**Your objective**
Quote the entries below from the line with "p.setAntiAlias(true);" through the line with "auto F=[&](const char*", both ends included, and only those lines.

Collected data
· · ·

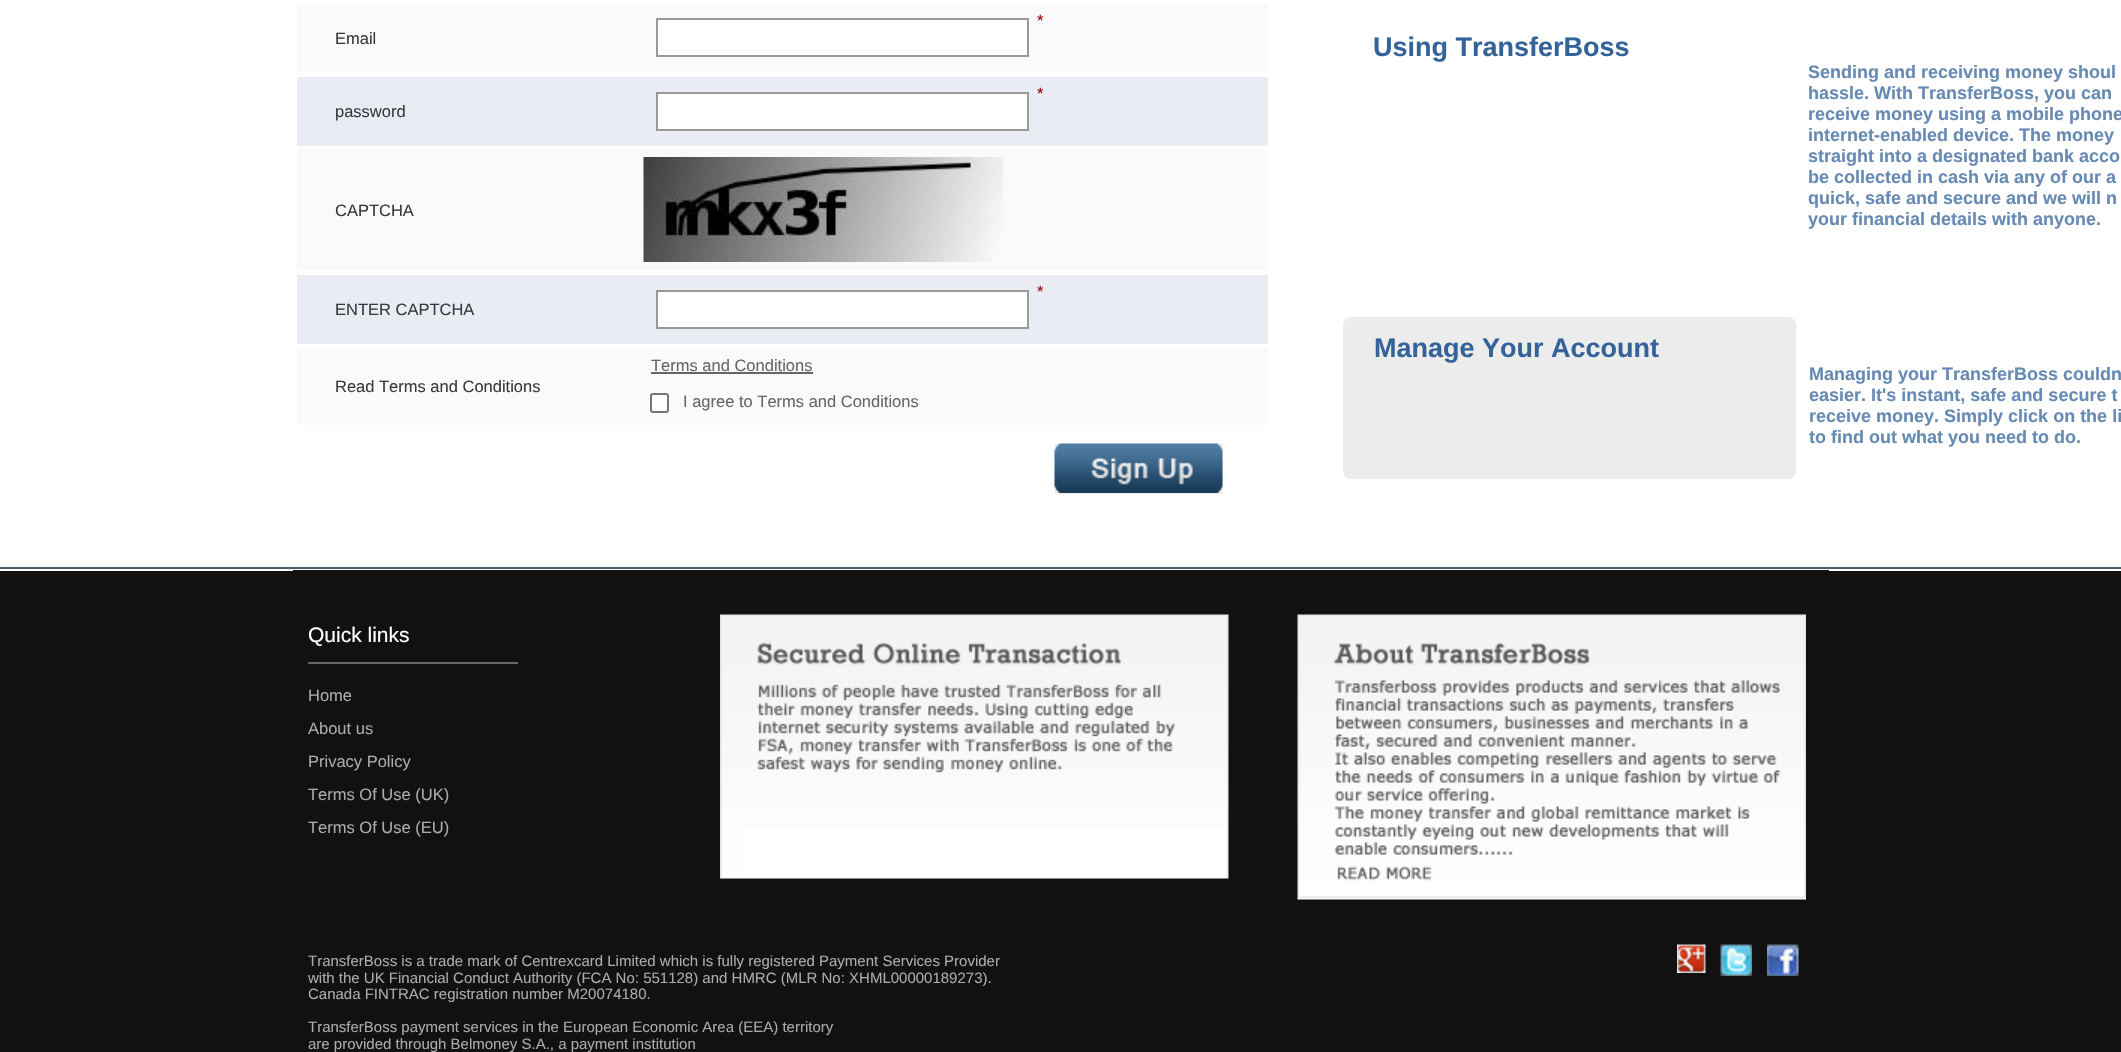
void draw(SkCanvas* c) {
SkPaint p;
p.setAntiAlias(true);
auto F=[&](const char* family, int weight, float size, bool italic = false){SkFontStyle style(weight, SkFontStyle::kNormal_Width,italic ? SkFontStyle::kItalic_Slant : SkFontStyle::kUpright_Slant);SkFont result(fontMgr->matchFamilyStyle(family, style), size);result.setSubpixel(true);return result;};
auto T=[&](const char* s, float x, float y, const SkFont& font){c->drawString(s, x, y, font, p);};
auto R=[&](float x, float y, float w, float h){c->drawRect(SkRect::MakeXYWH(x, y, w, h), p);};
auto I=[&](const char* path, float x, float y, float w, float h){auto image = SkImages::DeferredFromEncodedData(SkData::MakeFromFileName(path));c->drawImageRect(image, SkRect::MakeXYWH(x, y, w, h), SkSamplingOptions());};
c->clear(0xffffffff);
p.setColor(0xfffafafa);
R(297,3,971,69);
p.setColor(0xffffffff);
c->drawRect(SkRect::MakeXYWH(657,19,371,37),p);
p.setStroke(true);
p.setStrokeWidth(2);
p.setColor(0xff999999);
c->drawRect(SkRect::MakeXYWH(657,19,371,37),p);
auto f1 = F("Liberation Sans",400,16.5);
p.setStroke(false);
p.setColor(0xff990000);
T("*",1037,26,f1);
p.setColor(0xff383a3c);
T("Email",335,44,f1);
p.setColor(0xffe9edf3);
R(297,77,971,69);
p.setColor(0xff990000);
T("*",1037,99,f1);
p.setColor(0xffffffff);
c->drawRect(SkRect::MakeXYWH(657,93,371,37),p);
p.setStroke(true);
p.setColor(0xff999999);
c->drawRect(SkRect::MakeXYWH(657,93,371,37),p);
p.setStroke(false);
p.setColor(0xff383a3c);
T("password",335,117,f1);
p.setColor(0xfffafafa);
R(297,150,971,120);
p.setColor(0xff383a3c);
T("CAPTCHA",335,216,f1);
I("1.png",643,157,361,105);
p.setColor(0xffe9edf3);
R(297,275,971,69);
p.setColor(0xff990000);
T("*",1037,297,f1);
p.setColor(0xffffffff);
c->drawRect(SkRect::MakeXYWH(657,291,371,37),p);
p.setStroke(true);
p.setColor(0xff999999);
c->drawRect(SkRect::MakeXYWH(657,291,371,37),p);
p.setStroke(false);
p.setColor(0xff383a3c);
T("ENTER CAPTCHA",335,315,f1);
p.setColor(0xfffafafa);
R(297,348,971,77);
p.setColor(0xff383a3c);
T("Read Terms and Conditions",335,392,f1);
p.setColor(0xff666666);
T("Terms and Conditions",651,371,f1);
R(651,372,162,2);
p.setColor(0xffffffff);
c->drawRoundRect(SkRect::MakeXYWH(651,394,17,18),2,2,p);
p.setStroke(true);
p.setColor(0xff767676);
c->drawRoundRect(SkRect::MakeXYWH(651,394,17,18),2,2,p);
p.setStroke(false);
p.setColor(0xff666666);
T("I agree to Terms and Conditions",683,407,f1);
p.setColor(0xffefefef);
R(1055,444,168,50);
I("2.png",1054,443,169,50);
auto f2 = F("Liberation Sans",700,27);
p.setColor(0xff336399);
T("Using TransferBoss",1373,56,f2);
auto f3 = F("Liberation Sans",700,18);
p.setColor(0xff668ab3);
T("Sending and receiving money shoul",1808,78,f3);
T("hassle. With TransferBoss, you can",1808,99,f3);
T("receive money using a mobile phone",1808,120,f3);
T("internet-enabled device. The money",1808,141,f3);
T("straight into a designated bank acco",1808,162,f3);
T("be collected in cash via any of our a",1808,183,f3);
T("quick, safe and secure and we will n",1808,204,f3);
T("your financial details with anyone.",1808,225,f3);
p.setColor(0xffececec);
c->drawRoundRect(SkRect::MakeXYWH(1344,318,451,160),7,7,p);
p.setStroke(true);
c->drawRoundRect(SkRect::MakeXYWH(1344,318,451,160),7,7,p);
p.setStroke(false);
p.setColor(0xff336399);
T("Manage Your Account",1374,357,f2);
p.setColor(0xff668ab3);
T("Managing your TransferBoss couldn",1809,380,f3);
T("easier. It's instant, safe and secure t",1809,401,f3);
T("receive money. Simply click on the li",1809,422,f3);
T("to find out what you need to do.",1809,443,f3);
p.setColor(0xff111111);
R(0,571,2121,481);
p.setColor(0xff4c5c68);
R(0,567,2121,2);
p.setColor(0xff111111);
R(293,570,1536,1);
auto f4 = F("Liberation Sans",400,21);
p.setColor(0xffffffff);
T("Quick links",308,642,f4);
p.setColor(0xff666666);
R(308,662,210,2);
p.setColor(0xffaaaaaa);
T("Home",308,701,f1);
T("About us",308,734,f1);
T("Privacy Policy",308,767,f1);
T("Terms Of Use (UK)",308,800,f1);
T("Terms Of Use (EU)",308,833,f1);
I("3.png",720,614,509,265);
I("4.png",1297,614,509,286);
auto f5 = F("Liberation Sans",400,15);
T("TransferBoss is a trade mark of Centrexcard Limited which is fully registered Payment Services Provider",308,966,f5);
T("with the UK Financial Conduct Authority (FCA No: 551128) and HMRC (MLR No: XHML00000189273).",308,983,f5);
T("Canada FINTRAC registration number M20074180.",308,999,f5);
T("TransferBoss payment services in the European Economic Area (EEA) territory",308,1032,f5);
T("are provided through Belmoney S.A., a payment institution",308,1049,f5);
I("5.png",1677,944,29,29);
I("6.png",1720,944,32,32);
I("7.png",1767,944,32,32);
}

· · ·

**Output for this task**
p.setAntiAlias(true);
auto F=[&](const char* family, int weight, float size, bool italic = false){SkFontStyle style(weight, SkFontStyle::kNormal_Width,italic ? SkFontStyle::kItalic_Slant : SkFontStyle::kUpright_Slant);SkFont result(fontMgr->matchFamilyStyle(family, style), size);result.setSubpixel(true);return result;};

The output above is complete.